Spring in Fall, or How to Sleep Like a Log


It feels like a spring day, not the middle of fall. 124 days from the summer solstice, the sun is as bright as a day in late February. Just two more months and the days start getting longer. The ducks have found a dry, sunny spot in a woodshed to dry and preen their feathers. Watching ducks preen melts all your worries away. It’s cheap therapy.


Bicycling to the post office on a day like today is cheap therapy too. Last week I heard Terri Gross interview sleep scientist Matthew Walker. In the interview she made a comment that made me laugh. When Mr. Walker told her that he tries to get eight hours of sleep every night, she gasped, “Eight hours in bed every night! How in the world do you do it? … Most people don’t have eight hours available to sleep.”

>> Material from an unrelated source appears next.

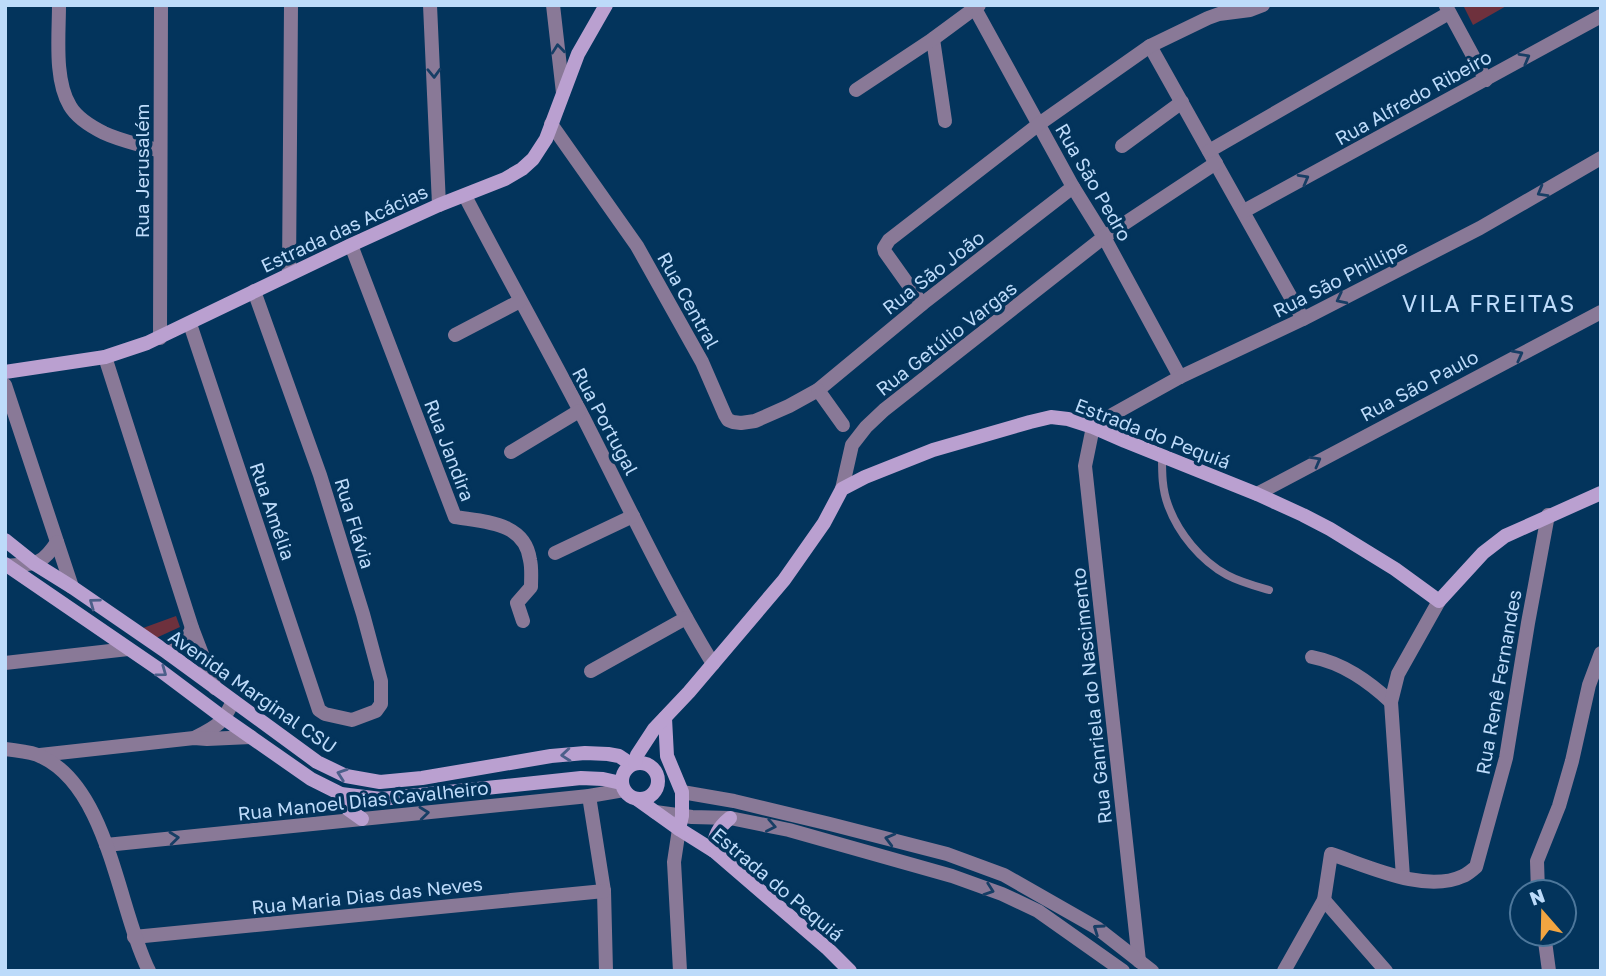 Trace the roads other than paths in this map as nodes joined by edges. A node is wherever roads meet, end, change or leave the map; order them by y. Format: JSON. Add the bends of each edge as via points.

It made me wonder if that is really true, and if it is true, what sort of mad world have we made that most people don’t have enough time to sleep? I am a very sound sleeper. Once as a child, I fell off a top bunk onto a hard wood floor and didn’t wake up. When I woke up in the morning, I couldn’t figure out why I was sleeping in the lower bunk because I knew I went to bed in the upper bunk.

Plant rows of garlic, chop wood, clean out the chicken coop, bicycle to the post office and back, rake leaves, watch the ducks preen themselves, take in the beauty of fall, and you will sleep like a log for eight hours without any effort.